- [WHAT YOU WILL DO]: A picture-free, exact copy of all the records below is the goal.

- [RECORDS FOR THE EXERCISE]:
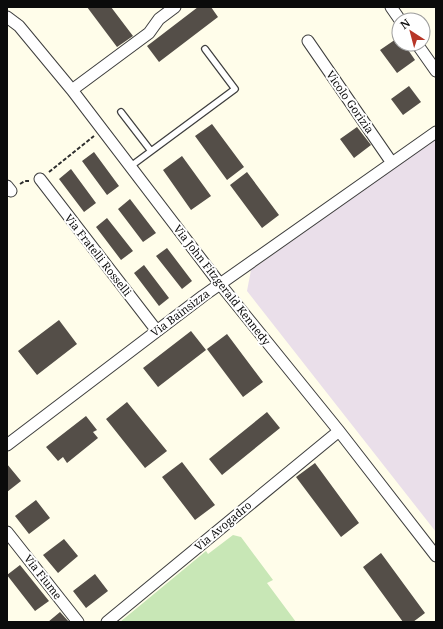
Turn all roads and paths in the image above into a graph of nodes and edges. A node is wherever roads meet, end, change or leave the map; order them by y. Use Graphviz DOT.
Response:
graph roads {
  1 [pos="175,7"];
  2 [pos="7,17"];
  3 [pos="308,41"];
  4 [pos="205,48"];
  5 [pos="423,52"];
  6 [pos="436,71"];
  7 [pos="72,90"];
  8 [pos="121,112"];
  9 [pos="103,129"];
  10 [pos="436,132"];
  11 [pos="151,151"];
  12 [pos="392,163"];
  13 [pos="131,166"];
  14 [pos="40,179"];
  15 [pos="9,189"];
  16 [pos="220,284"];
  17 [pos="157,331"];
  18 [pos="339,431"];
  19 [pos="7,445"];
  20 [pos="7,532"];
  21 [pos="436,556"];
  22 [pos="78,622"];
  23 [pos="107,622"];
  1 -- 7 [label="street"];
  2 -- 7 [label="street, Via John Fitzgerald Kennedy"];
  3 -- 12 [label="street, Vicolo Gorizia"];
  4 -- 11 [label="lane"];
  5 -- 6 [label="street"];
  7 -- 9 [label="street, Via John Fitzgerald Kennedy"];
  8 -- 11 [label="lane"];
  9 -- 13 [label="street, Via John Fitzgerald Kennedy"];
  9 -- 14 [label="path"];
  10 -- 12 [label="street, Via Bainsizza"];
  11 -- 13 [label="lane"];
  12 -- 16 [label="street, Via Bainsizza"];
  13 -- 16 [label="street, Via John Fitzgerald Kennedy"];
  14 -- 15 [label="path"];
  14 -- 17 [label="street, Via Fratelli Rosselli"];
  16 -- 17 [label="street, Via Bainsizza"];
  16 -- 18 [label="street, Via John Fitzgerald Kennedy"];
  17 -- 19 [label="street, Via Bainsizza"];
  18 -- 21 [label="street, Via John Fitzgerald Kennedy"];
  18 -- 23 [label="street, Via Avogadro"];
  20 -- 22 [label="street, Via Fiume"];
}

- [RESPONSE]:
Turn all roads and paths in the image above into a graph of nodes and edges. A node is wherever roads meet, end, change or leave the map; order them by y. Use Graphviz DOT.
Response:
graph roads {
  1 [pos="175,7"];
  2 [pos="7,17"];
  3 [pos="308,41"];
  4 [pos="205,48"];
  5 [pos="423,52"];
  6 [pos="436,71"];
  7 [pos="72,90"];
  8 [pos="121,112"];
  9 [pos="103,129"];
  10 [pos="436,132"];
  11 [pos="151,151"];
  12 [pos="392,163"];
  13 [pos="131,166"];
  14 [pos="40,179"];
  15 [pos="9,189"];
  16 [pos="220,284"];
  17 [pos="157,331"];
  18 [pos="339,431"];
  19 [pos="7,445"];
  20 [pos="7,532"];
  21 [pos="436,556"];
  22 [pos="78,622"];
  23 [pos="107,622"];
  1 -- 7 [label="street"];
  2 -- 7 [label="street, Via John Fitzgerald Kennedy"];
  3 -- 12 [label="street, Vicolo Gorizia"];
  4 -- 11 [label="lane"];
  5 -- 6 [label="street"];
  7 -- 9 [label="street, Via John Fitzgerald Kennedy"];
  8 -- 11 [label="lane"];
  9 -- 13 [label="street, Via John Fitzgerald Kennedy"];
  9 -- 14 [label="path"];
  10 -- 12 [label="street, Via Bainsizza"];
  11 -- 13 [label="lane"];
  12 -- 16 [label="street, Via Bainsizza"];
  13 -- 16 [label="street, Via John Fitzgerald Kennedy"];
  14 -- 15 [label="path"];
  14 -- 17 [label="street, Via Fratelli Rosselli"];
  16 -- 17 [label="street, Via Bainsizza"];
  16 -- 18 [label="street, Via John Fitzgerald Kennedy"];
  17 -- 19 [label="street, Via Bainsizza"];
  18 -- 21 [label="street, Via John Fitzgerald Kennedy"];
  18 -- 23 [label="street, Via Avogadro"];
  20 -- 22 [label="street, Via Fiume"];
}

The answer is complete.